Para quantificar adequadamente as necessidades de água de uma lavoura, é preciso considerar que as relações hídricas do cafeeiro são alteradas pela densidade de plantio utilizada. Nos espaçamentos tradicionais é observada uma maior carga de radiação por planta, porém a cobertura vegetal incompleta pode promover uma maior perda de água, tanto por lixiviação quanto por evaporação. Nos espaçamentos adensados, observa-se o oposto, a menor radiação por planta pode reduzir a sua demanda hídrica, mesmo quando o consumo geral é maior (MELO et al., 2003). Gathara & Kiara (1995), com base em estudos realizados no Kenya, verificaram que a irrigação e os menores espaçamentos de plantas aumentou o crescimento vegetativo, reduzindo a transmissão de luz no dossel das plantas, causando alterações na produção das plantas. No caso específico do Brasil, o desenvolvimento do cafeeiro não irrigado sob diferentes densidades de plantio tem sido objeto de vários estudos. No entanto, estudos sobre os efeitos da irrigação do cafeeiro em diferentes sistemas de adensamento de plantio ainda são recentes (FURLANI JÚNIOR & MOREIRA, 2001; MELO et al., 2003).
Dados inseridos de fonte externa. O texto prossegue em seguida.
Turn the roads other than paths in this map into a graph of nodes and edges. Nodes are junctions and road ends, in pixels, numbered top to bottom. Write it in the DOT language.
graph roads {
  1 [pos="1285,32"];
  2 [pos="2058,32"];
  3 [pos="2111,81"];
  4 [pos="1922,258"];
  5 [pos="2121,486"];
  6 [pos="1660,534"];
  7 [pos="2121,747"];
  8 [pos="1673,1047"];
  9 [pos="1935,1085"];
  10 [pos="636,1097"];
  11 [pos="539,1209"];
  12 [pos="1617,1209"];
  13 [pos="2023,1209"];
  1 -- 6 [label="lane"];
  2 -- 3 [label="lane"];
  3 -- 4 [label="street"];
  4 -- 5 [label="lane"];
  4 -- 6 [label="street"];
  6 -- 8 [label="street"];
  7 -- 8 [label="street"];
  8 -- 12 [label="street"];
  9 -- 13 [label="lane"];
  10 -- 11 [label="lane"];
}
Com o presente trabalho, objetivou-se analisar desde o plantio das mudas no campo e durante 990 dias, o efeito de diferentes regimes de irrigação e densidades de plantio na evolução das características fenológicas como a altura de plantas, diâmetro de copa e o número de ramos plagiotrópicos do cafeeiro.

 

MATERIAL E MÉTODOS

O experimento foi conduzido, no período de fevereiro de 2001 a dezembro de 2003, na área experimental do Departamento de Agricultura da Universidade Federal de Lavras/MG, onde foram plantadas mudas de cafeeiro da cultivar Rubi MG-1192. De acordo com a classificação de Köppen (1970), o clima do local é do tipo Cwa, caracterizado por duas estações distintas: uma seca, de abril a setembro, e outra chuvosa, de outubro a março. As médias anuais de temperatura, precipitação e umidade relativa são, respectivamente, 19,40C, 1529,7 mm e 76,2%. O solo da área experimental foi classificado como Latossolo Vermelho-distroférico.
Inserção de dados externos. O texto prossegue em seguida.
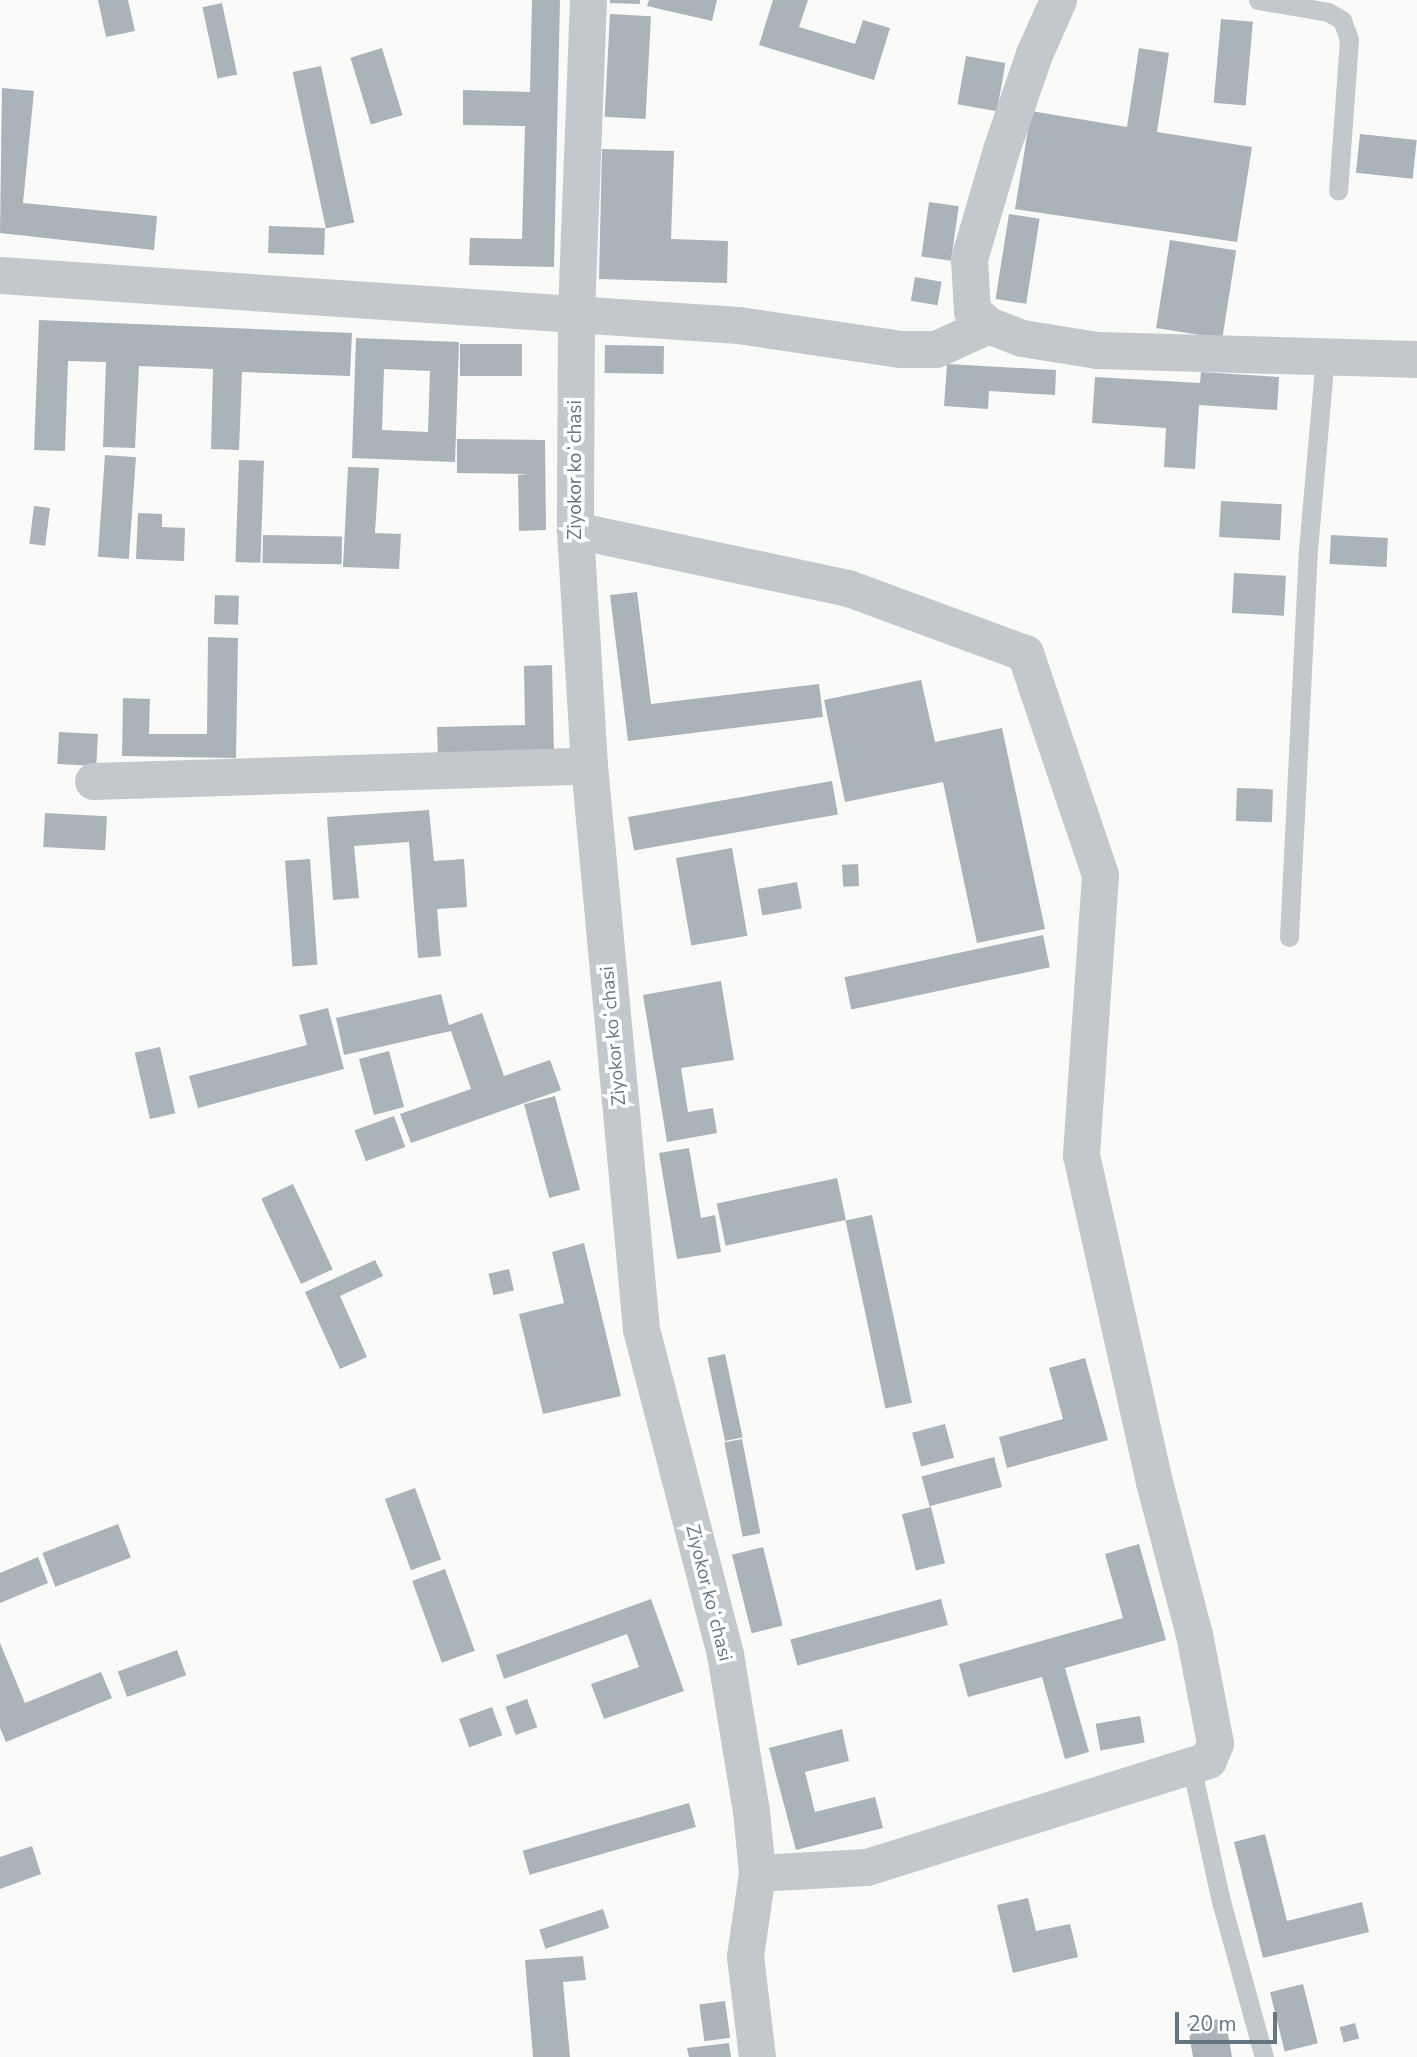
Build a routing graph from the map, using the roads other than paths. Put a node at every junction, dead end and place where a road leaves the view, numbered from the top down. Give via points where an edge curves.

Foi utilizado um delineamento experimental em blocos casualizados e parcelas subdivididas em quatro repetições. As características fenológicas do cafeeiro (altura de planta, diâmetro de copa e número de ramos plagiotrópicos por planta) foram analisadas como parcelas subdivididas no tempo. Duas densidades de plantio, 2 500 plantas/ha (4,0 × 1,0 m) e 10 000 plantas/ha (2,0 × 0,5 m), foram implantadas nas parcelas sob duas tensões de irrigação, 20 e 100 kPa, mais uma testemunha sem irrigação (SI) nas subparcelas, perfazendo um total de 6 tratamentos com 8 plantas úteis cada. As avaliações de crescimento iniciaram-se 3 meses após o plantio e foram repetidas trimestralmente por um período de 990, perfazendo um total de 10 avaliações. O método dos quadrados mínimos foi utilizado para ajustar os parâmetros das equações que descrevem as características de crescimento do cafeeiro em função das épocas de avaliações para as diferentes combinações de densidade de plantio e regime de irrigação.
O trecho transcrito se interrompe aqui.